Sunday, June 24, 2018

George Will the Democrat

In his latest column, George Will calls on his readers to vote for the Democrats in November.  Less than a month after he heaped praise on Mitch McConnell's recent achievements - made possible because Republicans control both houses of Congress and the Presidency, he demands that it be torn down.  Yes, the Zero Tolerance Policy on the border - where the laws are finally being enforced as they were written - is a demonstration of bad government.  Hmm.
 
Though I dislike much of Trump's style, his results have been nothing short of amazing.  Regulations rolled back, conservative justices, tax reductions, economic growth, improved employment numbers, unbelievable shifts in the Korean Peninsula and the Middle East.  Jerusalem recognized as capitol of Israel (something the previous 3 presidents said they would do), women can drive in Saudi Arabia, and there may soon by a railway link between Israel and Saudi Arabia.  I have been an avid reader of George Will for years; policies that he has advocated for decades are being enacted and he is furious.
 
It should be noted that Will references a recent incident where Corey Lewandowski - Trump's former campaign manager - dismissively said "Wah, wah," when confronted with a story of a Down syndrome child separated from her parents at the border.  George Will's son has Down syndrome.  Trump may be implementing policies that Will should like but Trump is not at all presidential in the common usage of the term.  Trump is a Washington outsider while George Will has been an insider for most of his life.  If Trump had the demeanor of Romney and was accomplishing these same things, I suspect Will would be far more supportive.  Clash of personalities more than policies.

Due Process Not Required to Stop Crime in Progress

In a recent tweet, Trump said, "We cannot allow all of these people to invade our Country.
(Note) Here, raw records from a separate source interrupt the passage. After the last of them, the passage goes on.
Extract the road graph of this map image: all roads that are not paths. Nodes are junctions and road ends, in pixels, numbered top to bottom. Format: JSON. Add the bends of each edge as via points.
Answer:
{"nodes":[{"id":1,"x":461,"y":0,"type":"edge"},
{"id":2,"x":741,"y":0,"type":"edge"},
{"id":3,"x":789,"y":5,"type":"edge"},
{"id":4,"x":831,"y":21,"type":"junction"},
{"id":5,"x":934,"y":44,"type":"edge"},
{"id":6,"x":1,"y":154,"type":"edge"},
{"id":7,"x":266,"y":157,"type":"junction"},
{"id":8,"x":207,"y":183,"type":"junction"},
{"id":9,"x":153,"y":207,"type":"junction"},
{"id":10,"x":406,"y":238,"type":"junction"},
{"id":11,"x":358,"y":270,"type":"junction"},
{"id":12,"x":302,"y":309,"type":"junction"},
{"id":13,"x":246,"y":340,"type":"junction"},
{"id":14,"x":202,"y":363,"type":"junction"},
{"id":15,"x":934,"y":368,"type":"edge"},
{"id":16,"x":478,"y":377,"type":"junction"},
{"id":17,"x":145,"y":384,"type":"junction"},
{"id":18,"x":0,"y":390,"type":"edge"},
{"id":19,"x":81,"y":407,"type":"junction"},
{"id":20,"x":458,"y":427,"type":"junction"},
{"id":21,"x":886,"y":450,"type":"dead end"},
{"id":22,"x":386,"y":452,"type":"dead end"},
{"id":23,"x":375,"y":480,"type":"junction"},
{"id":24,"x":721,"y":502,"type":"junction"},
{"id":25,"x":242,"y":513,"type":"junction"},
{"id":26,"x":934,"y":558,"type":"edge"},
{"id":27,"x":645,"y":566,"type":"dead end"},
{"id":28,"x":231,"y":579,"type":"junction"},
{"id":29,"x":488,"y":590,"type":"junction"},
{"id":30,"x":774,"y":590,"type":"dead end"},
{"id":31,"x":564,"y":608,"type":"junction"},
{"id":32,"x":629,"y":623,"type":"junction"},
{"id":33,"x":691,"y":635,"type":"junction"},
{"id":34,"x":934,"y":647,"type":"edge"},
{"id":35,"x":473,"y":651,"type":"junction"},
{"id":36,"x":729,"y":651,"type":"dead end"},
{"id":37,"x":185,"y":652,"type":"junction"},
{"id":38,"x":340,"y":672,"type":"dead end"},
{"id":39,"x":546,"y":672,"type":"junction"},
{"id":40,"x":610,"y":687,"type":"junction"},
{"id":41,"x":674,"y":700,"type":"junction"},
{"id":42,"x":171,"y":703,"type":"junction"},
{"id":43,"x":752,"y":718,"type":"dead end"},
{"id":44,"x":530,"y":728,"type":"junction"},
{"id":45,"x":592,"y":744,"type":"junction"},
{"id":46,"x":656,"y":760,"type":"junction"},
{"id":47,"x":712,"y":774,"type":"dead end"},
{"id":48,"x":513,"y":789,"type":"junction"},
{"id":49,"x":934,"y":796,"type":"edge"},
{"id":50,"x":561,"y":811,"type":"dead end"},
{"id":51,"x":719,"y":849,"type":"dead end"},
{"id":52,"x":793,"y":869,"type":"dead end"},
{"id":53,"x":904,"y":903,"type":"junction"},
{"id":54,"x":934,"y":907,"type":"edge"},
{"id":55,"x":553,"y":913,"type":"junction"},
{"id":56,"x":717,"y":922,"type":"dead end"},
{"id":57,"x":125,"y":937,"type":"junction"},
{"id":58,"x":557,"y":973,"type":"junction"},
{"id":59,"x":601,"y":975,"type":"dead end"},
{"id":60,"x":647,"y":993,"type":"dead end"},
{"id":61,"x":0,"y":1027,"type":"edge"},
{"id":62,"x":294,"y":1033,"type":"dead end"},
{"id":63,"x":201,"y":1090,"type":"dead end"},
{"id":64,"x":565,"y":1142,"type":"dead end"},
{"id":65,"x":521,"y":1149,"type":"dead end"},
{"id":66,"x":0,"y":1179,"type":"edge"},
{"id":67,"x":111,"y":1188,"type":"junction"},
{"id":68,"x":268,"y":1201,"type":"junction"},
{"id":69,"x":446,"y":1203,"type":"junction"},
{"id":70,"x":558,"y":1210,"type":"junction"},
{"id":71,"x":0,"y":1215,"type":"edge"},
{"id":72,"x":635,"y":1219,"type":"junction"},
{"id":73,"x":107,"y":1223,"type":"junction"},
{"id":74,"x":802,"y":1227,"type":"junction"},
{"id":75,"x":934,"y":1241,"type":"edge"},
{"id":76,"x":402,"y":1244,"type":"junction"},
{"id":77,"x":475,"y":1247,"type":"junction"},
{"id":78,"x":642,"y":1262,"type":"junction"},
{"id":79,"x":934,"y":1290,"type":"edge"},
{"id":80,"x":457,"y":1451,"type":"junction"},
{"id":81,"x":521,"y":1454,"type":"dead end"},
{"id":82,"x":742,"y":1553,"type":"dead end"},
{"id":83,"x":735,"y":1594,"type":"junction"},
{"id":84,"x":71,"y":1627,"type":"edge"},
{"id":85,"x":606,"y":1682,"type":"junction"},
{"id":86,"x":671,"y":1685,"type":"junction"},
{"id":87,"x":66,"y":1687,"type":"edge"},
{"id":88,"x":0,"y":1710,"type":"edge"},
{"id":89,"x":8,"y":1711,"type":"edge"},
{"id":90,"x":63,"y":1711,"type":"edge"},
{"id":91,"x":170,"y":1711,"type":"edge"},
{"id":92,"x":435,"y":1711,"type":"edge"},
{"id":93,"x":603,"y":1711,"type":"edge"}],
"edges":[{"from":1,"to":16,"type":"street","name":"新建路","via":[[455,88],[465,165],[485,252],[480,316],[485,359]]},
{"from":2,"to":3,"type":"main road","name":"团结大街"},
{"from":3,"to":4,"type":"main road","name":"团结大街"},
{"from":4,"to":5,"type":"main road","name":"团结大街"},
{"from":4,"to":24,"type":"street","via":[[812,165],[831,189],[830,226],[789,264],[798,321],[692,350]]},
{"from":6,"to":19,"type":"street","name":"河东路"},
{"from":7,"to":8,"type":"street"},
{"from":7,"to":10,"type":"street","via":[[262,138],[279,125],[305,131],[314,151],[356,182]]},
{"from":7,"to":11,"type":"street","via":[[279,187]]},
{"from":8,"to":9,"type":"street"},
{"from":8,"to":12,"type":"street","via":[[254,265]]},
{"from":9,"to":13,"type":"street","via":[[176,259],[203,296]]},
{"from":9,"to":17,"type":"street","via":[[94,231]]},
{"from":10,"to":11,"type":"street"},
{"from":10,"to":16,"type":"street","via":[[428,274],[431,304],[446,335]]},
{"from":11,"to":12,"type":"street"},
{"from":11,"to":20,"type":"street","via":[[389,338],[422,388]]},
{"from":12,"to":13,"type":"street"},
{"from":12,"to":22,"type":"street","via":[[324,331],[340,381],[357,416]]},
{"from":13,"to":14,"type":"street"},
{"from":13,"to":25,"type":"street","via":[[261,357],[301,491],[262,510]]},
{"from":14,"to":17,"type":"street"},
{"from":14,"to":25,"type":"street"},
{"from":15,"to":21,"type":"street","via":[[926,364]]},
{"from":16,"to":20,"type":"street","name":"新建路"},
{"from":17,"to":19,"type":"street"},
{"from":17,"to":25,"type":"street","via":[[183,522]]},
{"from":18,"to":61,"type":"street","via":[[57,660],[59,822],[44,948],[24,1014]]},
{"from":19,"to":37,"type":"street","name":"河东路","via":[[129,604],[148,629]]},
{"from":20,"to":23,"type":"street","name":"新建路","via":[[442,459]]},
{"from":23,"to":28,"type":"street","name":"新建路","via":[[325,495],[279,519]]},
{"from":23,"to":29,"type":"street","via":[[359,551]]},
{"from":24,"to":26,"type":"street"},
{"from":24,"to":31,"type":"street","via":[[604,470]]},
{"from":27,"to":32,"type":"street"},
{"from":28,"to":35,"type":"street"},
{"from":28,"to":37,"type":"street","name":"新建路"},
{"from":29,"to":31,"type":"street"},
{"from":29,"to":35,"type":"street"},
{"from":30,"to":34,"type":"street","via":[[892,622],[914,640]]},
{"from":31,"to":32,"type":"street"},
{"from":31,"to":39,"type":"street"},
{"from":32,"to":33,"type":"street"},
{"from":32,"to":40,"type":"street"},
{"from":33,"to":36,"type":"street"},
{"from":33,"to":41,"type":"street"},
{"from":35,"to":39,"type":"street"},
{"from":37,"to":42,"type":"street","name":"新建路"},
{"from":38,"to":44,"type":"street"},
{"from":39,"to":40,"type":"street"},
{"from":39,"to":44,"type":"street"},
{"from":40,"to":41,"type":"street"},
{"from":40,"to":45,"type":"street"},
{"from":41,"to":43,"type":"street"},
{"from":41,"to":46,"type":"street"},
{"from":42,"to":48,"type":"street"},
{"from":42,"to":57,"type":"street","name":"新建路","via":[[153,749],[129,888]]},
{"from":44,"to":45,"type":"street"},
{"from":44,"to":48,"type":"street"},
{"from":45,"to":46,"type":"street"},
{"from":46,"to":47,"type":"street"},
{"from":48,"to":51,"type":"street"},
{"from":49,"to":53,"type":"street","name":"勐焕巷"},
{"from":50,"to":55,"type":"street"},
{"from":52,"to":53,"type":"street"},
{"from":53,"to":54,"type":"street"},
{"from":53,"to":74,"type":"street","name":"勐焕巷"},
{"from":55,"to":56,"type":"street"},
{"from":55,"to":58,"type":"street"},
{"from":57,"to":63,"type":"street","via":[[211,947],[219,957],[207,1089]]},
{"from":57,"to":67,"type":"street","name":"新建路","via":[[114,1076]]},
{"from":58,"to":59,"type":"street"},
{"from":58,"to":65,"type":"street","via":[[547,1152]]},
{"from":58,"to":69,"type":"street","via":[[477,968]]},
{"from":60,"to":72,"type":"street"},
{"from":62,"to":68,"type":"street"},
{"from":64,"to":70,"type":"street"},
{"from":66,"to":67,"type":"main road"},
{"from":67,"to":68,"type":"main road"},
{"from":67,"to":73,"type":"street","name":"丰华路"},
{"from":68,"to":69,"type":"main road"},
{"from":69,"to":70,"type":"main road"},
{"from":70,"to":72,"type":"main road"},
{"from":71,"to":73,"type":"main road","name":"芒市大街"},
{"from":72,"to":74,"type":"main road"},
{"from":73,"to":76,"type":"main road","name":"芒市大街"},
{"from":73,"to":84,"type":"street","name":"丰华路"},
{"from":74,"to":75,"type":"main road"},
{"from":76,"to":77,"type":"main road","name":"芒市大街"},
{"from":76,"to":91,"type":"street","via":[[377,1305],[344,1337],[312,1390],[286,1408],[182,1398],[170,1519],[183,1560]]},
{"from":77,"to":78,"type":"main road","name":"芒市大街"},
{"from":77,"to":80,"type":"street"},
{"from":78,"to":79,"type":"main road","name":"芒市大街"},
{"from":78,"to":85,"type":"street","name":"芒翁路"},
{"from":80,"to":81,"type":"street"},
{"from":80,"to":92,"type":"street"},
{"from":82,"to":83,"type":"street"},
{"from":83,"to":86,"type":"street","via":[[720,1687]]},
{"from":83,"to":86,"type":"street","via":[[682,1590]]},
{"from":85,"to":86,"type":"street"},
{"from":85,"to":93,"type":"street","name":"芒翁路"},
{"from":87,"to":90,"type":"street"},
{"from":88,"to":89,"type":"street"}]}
When somebody comes in, we must immediately, with no Judges or Court Cases, bring them back from where they came."  Of course, this has resulted in panic and hysteria.  But let's look at this a little differently.
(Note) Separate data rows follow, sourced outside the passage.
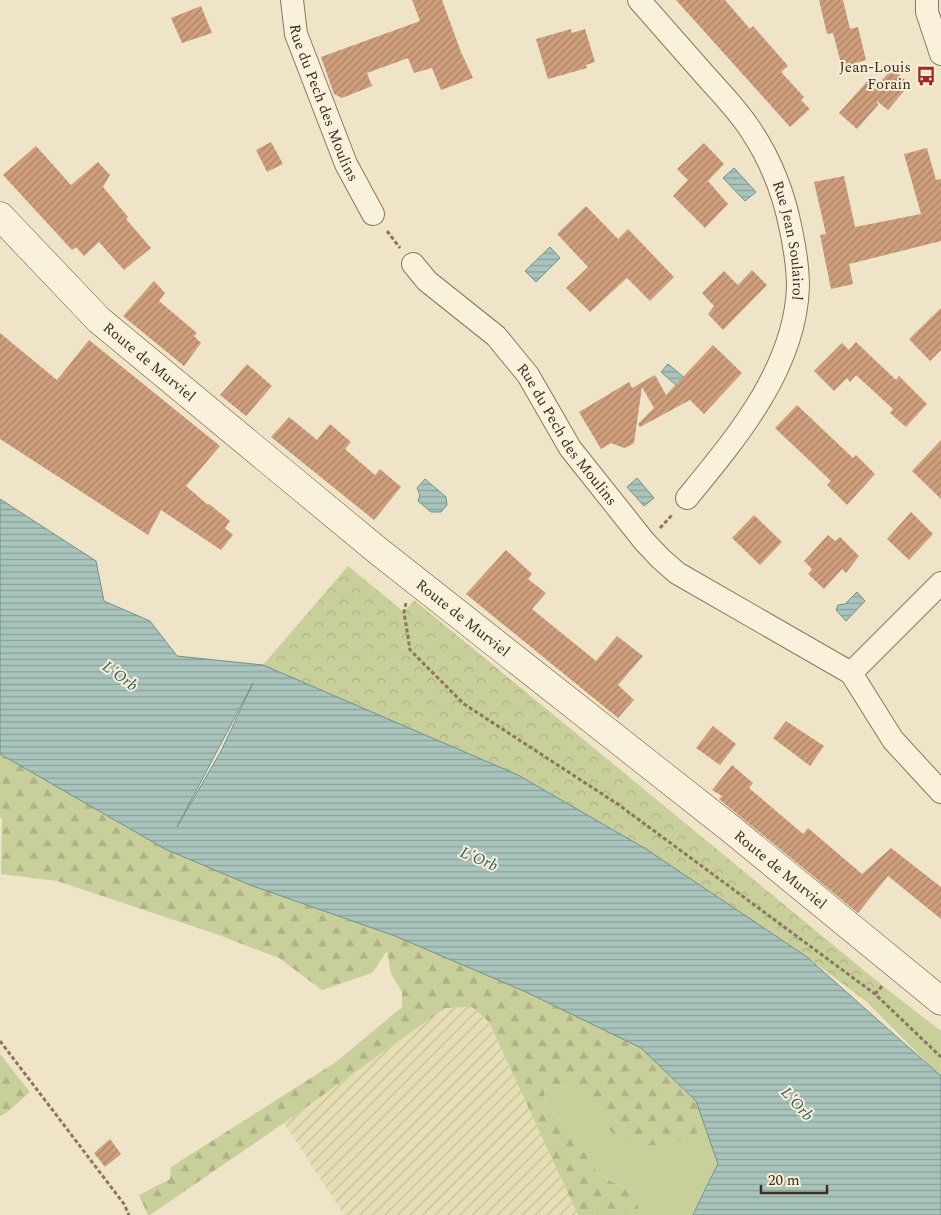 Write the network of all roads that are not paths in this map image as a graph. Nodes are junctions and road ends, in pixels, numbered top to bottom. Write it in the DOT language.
graph roads {
  1 [pos="292,0"];
  2 [pos="639,0"];
  3 [pos="923,4"];
  4 [pos="941,54"];
  5 [pos="373,214"];
  6 [pos="0,216"];
  7 [pos="413,264"];
  8 [pos="687,498"];
  9 [pos="941,583"];
  10 [pos="851,673"];
  11 [pos="941,792"];
  12 [pos="941,1001"];
  1 -- 5 [label="street, Rue du Pech des Moulins"];
  2 -- 8 [label="street, Rue Jean Soulairol"];
  3 -- 4 [label="street"];
  6 -- 12 [label="main road, Route de Murviel"];
  7 -- 10 [label="street, Rue du Pech des Moulins"];
  9 -- 10 [label="street"];
  10 -- 11 [label="street, Rue du Pech des Moulins"];
}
One day, you come home to find that Walter has setup a tent in your backyard.  You call the police and ask them to remove him because he is trespassing.  The police arrive and say they will not remove him without due process.  So, Walter gets to continue trespassing in your backyard for as long as it takes for a court date.  Illegal aliens are trespassers.  Taking them off the property necessarily means kicking them out of the country.  As it happens, there are US Consulates in Matamoros (across Rio Grande from Brownsville, TX), Nuevo Laredo (across Rio Grande from Laredo, TX), Ciudad Juarez (across Rio Grande from El Paso, TX), Nogales (across the border from Nogales, AZ), and Tijuana (across the border from San Diego, CA).  Drop them at the nearest one and let them make their case.  If you reward trespassers by letting them continue to trespass at your expense, you are encouraging more trespassers.
 
Do we let the drunk driver continue to drive until his day in court?  In Texas, the driver's license can be confiscated on the spot.  In the case of trespassers, they are escorted off the property.  In this case, the property is US soil.  If that was government policy, we wouldn't need a wall.

Saturday, June 23, 2018

Supreme Legislature Writes Tax Law

In South Dakota v. Wayfair, the Supreme Court - in its infinite wisdom - decided that ecommerce had reached such a level that it was unfair for brick and mortar stores to pay sales taxes while internet companies did not.  Though I agree that it is unfair, that is a legislative matter.  The court doesn't get to change policy because the economy has changed.  This new ruling is going to create far more trouble than it solves.  If anything, it might nix a lot of ecommerce as companies refuse to do business with a vast number of localities with differing tax structures.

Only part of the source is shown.